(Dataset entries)
* * * *
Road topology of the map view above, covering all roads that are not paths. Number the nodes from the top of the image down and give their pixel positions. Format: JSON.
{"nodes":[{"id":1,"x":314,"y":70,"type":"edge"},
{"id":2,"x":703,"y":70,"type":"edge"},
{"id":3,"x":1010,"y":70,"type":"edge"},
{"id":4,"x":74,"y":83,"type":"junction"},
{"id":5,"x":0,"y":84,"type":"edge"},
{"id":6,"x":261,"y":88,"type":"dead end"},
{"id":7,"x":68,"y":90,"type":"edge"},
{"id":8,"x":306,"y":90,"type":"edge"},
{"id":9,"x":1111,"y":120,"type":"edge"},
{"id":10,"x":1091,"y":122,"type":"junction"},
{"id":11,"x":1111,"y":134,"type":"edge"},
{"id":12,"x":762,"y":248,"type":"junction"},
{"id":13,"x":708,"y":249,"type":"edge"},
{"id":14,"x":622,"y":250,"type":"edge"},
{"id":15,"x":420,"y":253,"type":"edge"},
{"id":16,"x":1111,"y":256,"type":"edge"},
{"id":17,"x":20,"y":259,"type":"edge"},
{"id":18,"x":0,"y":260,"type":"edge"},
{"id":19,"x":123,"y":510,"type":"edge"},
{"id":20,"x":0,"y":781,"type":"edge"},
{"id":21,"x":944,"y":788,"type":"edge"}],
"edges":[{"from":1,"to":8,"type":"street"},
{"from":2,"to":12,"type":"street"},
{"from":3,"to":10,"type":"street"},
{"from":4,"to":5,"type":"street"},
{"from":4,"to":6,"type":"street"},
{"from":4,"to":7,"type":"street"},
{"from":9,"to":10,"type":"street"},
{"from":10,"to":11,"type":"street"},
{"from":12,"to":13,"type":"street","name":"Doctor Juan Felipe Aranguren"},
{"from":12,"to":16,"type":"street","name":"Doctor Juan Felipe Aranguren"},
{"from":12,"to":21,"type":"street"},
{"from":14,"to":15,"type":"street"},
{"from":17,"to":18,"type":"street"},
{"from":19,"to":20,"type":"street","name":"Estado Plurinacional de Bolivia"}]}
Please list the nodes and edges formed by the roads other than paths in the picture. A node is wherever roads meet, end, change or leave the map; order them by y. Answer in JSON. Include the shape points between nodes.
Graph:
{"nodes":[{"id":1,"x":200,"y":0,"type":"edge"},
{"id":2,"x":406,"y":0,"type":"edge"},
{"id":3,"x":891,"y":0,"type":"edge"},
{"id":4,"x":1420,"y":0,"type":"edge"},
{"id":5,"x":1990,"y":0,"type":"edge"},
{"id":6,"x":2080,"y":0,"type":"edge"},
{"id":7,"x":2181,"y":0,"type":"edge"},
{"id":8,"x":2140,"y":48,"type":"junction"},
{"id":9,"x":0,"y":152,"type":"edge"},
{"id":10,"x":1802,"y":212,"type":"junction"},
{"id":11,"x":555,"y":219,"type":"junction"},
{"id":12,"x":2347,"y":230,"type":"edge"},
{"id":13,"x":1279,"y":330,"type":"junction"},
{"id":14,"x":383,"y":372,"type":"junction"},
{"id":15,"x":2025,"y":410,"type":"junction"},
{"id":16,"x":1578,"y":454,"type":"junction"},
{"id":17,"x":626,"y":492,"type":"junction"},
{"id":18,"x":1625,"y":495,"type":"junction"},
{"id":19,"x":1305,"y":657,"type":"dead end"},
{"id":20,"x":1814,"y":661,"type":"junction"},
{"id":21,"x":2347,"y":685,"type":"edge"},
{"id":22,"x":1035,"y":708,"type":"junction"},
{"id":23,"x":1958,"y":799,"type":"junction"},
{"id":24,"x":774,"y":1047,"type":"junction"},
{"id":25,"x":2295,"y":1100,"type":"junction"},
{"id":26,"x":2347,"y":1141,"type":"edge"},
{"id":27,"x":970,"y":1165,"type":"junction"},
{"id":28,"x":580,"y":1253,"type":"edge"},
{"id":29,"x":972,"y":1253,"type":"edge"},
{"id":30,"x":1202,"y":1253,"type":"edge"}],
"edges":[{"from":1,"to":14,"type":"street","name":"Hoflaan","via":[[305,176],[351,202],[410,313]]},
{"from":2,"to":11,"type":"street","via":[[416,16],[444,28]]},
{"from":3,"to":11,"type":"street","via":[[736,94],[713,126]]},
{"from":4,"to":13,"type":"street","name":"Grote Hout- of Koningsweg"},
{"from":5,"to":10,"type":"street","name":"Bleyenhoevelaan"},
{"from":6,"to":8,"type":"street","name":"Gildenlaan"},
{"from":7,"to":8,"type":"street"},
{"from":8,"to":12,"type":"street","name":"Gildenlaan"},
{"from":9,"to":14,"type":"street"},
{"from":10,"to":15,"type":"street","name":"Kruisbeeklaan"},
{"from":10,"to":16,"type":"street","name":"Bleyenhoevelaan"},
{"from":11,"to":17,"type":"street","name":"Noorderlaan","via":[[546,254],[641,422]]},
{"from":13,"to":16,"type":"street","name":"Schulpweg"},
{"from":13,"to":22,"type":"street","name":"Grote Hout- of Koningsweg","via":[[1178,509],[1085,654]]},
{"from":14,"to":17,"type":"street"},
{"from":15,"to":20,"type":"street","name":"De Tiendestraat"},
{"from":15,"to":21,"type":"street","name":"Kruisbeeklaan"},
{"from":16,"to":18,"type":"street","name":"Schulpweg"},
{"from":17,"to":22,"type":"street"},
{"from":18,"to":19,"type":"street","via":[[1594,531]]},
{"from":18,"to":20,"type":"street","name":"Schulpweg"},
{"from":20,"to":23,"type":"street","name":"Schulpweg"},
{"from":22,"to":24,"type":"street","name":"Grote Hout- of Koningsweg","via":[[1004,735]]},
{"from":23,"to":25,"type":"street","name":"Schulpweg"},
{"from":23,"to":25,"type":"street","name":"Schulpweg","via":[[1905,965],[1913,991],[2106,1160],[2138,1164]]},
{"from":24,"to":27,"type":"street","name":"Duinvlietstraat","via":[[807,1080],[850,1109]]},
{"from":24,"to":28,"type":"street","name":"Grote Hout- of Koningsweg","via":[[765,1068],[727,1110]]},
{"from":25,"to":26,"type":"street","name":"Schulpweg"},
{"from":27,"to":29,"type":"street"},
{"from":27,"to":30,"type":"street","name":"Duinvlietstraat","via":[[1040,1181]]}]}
* * * *
**Problem to work on**:
Having read the entries, output all of them verbatim.

**Result of the task**:
Road topology of the map view above, covering all roads that are not paths. Number the nodes from the top of the image down and give their pixel positions. Format: JSON.
{"nodes":[{"id":1,"x":314,"y":70,"type":"edge"},
{"id":2,"x":703,"y":70,"type":"edge"},
{"id":3,"x":1010,"y":70,"type":"edge"},
{"id":4,"x":74,"y":83,"type":"junction"},
{"id":5,"x":0,"y":84,"type":"edge"},
{"id":6,"x":261,"y":88,"type":"dead end"},
{"id":7,"x":68,"y":90,"type":"edge"},
{"id":8,"x":306,"y":90,"type":"edge"},
{"id":9,"x":1111,"y":120,"type":"edge"},
{"id":10,"x":1091,"y":122,"type":"junction"},
{"id":11,"x":1111,"y":134,"type":"edge"},
{"id":12,"x":762,"y":248,"type":"junction"},
{"id":13,"x":708,"y":249,"type":"edge"},
{"id":14,"x":622,"y":250,"type":"edge"},
{"id":15,"x":420,"y":253,"type":"edge"},
{"id":16,"x":1111,"y":256,"type":"edge"},
{"id":17,"x":20,"y":259,"type":"edge"},
{"id":18,"x":0,"y":260,"type":"edge"},
{"id":19,"x":123,"y":510,"type":"edge"},
{"id":20,"x":0,"y":781,"type":"edge"},
{"id":21,"x":944,"y":788,"type":"edge"}],
"edges":[{"from":1,"to":8,"type":"street"},
{"from":2,"to":12,"type":"street"},
{"from":3,"to":10,"type":"street"},
{"from":4,"to":5,"type":"street"},
{"from":4,"to":6,"type":"street"},
{"from":4,"to":7,"type":"street"},
{"from":9,"to":10,"type":"street"},
{"from":10,"to":11,"type":"street"},
{"from":12,"to":13,"type":"street","name":"Doctor Juan Felipe Aranguren"},
{"from":12,"to":16,"type":"street","name":"Doctor Juan Felipe Aranguren"},
{"from":12,"to":21,"type":"street"},
{"from":14,"to":15,"type":"street"},
{"from":17,"to":18,"type":"street"},
{"from":19,"to":20,"type":"street","name":"Estado Plurinacional de Bolivia"}]}
Please list the nodes and edges formed by the roads other than paths in the picture. A node is wherever roads meet, end, change or leave the map; order them by y. Answer in JSON. Include the shape points between nodes.
Graph:
{"nodes":[{"id":1,"x":200,"y":0,"type":"edge"},
{"id":2,"x":406,"y":0,"type":"edge"},
{"id":3,"x":891,"y":0,"type":"edge"},
{"id":4,"x":1420,"y":0,"type":"edge"},
{"id":5,"x":1990,"y":0,"type":"edge"},
{"id":6,"x":2080,"y":0,"type":"edge"},
{"id":7,"x":2181,"y":0,"type":"edge"},
{"id":8,"x":2140,"y":48,"type":"junction"},
{"id":9,"x":0,"y":152,"type":"edge"},
{"id":10,"x":1802,"y":212,"type":"junction"},
{"id":11,"x":555,"y":219,"type":"junction"},
{"id":12,"x":2347,"y":230,"type":"edge"},
{"id":13,"x":1279,"y":330,"type":"junction"},
{"id":14,"x":383,"y":372,"type":"junction"},
{"id":15,"x":2025,"y":410,"type":"junction"},
{"id":16,"x":1578,"y":454,"type":"junction"},
{"id":17,"x":626,"y":492,"type":"junction"},
{"id":18,"x":1625,"y":495,"type":"junction"},
{"id":19,"x":1305,"y":657,"type":"dead end"},
{"id":20,"x":1814,"y":661,"type":"junction"},
{"id":21,"x":2347,"y":685,"type":"edge"},
{"id":22,"x":1035,"y":708,"type":"junction"},
{"id":23,"x":1958,"y":799,"type":"junction"},
{"id":24,"x":774,"y":1047,"type":"junction"},
{"id":25,"x":2295,"y":1100,"type":"junction"},
{"id":26,"x":2347,"y":1141,"type":"edge"},
{"id":27,"x":970,"y":1165,"type":"junction"},
{"id":28,"x":580,"y":1253,"type":"edge"},
{"id":29,"x":972,"y":1253,"type":"edge"},
{"id":30,"x":1202,"y":1253,"type":"edge"}],
"edges":[{"from":1,"to":14,"type":"street","name":"Hoflaan","via":[[305,176],[351,202],[410,313]]},
{"from":2,"to":11,"type":"street","via":[[416,16],[444,28]]},
{"from":3,"to":11,"type":"street","via":[[736,94],[713,126]]},
{"from":4,"to":13,"type":"street","name":"Grote Hout- of Koningsweg"},
{"from":5,"to":10,"type":"street","name":"Bleyenhoevelaan"},
{"from":6,"to":8,"type":"street","name":"Gildenlaan"},
{"from":7,"to":8,"type":"street"},
{"from":8,"to":12,"type":"street","name":"Gildenlaan"},
{"from":9,"to":14,"type":"street"},
{"from":10,"to":15,"type":"street","name":"Kruisbeeklaan"},
{"from":10,"to":16,"type":"street","name":"Bleyenhoevelaan"},
{"from":11,"to":17,"type":"street","name":"Noorderlaan","via":[[546,254],[641,422]]},
{"from":13,"to":16,"type":"street","name":"Schulpweg"},
{"from":13,"to":22,"type":"street","name":"Grote Hout- of Koningsweg","via":[[1178,509],[1085,654]]},
{"from":14,"to":17,"type":"street"},
{"from":15,"to":20,"type":"street","name":"De Tiendestraat"},
{"from":15,"to":21,"type":"street","name":"Kruisbeeklaan"},
{"from":16,"to":18,"type":"street","name":"Schulpweg"},
{"from":17,"to":22,"type":"street"},
{"from":18,"to":19,"type":"street","via":[[1594,531]]},
{"from":18,"to":20,"type":"street","name":"Schulpweg"},
{"from":20,"to":23,"type":"street","name":"Schulpweg"},
{"from":22,"to":24,"type":"street","name":"Grote Hout- of Koningsweg","via":[[1004,735]]},
{"from":23,"to":25,"type":"street","name":"Schulpweg"},
{"from":23,"to":25,"type":"street","name":"Schulpweg","via":[[1905,965],[1913,991],[2106,1160],[2138,1164]]},
{"from":24,"to":27,"type":"street","name":"Duinvlietstraat","via":[[807,1080],[850,1109]]},
{"from":24,"to":28,"type":"street","name":"Grote Hout- of Koningsweg","via":[[765,1068],[727,1110]]},
{"from":25,"to":26,"type":"street","name":"Schulpweg"},
{"from":27,"to":29,"type":"street"},
{"from":27,"to":30,"type":"street","name":"Duinvlietstraat","via":[[1040,1181]]}]}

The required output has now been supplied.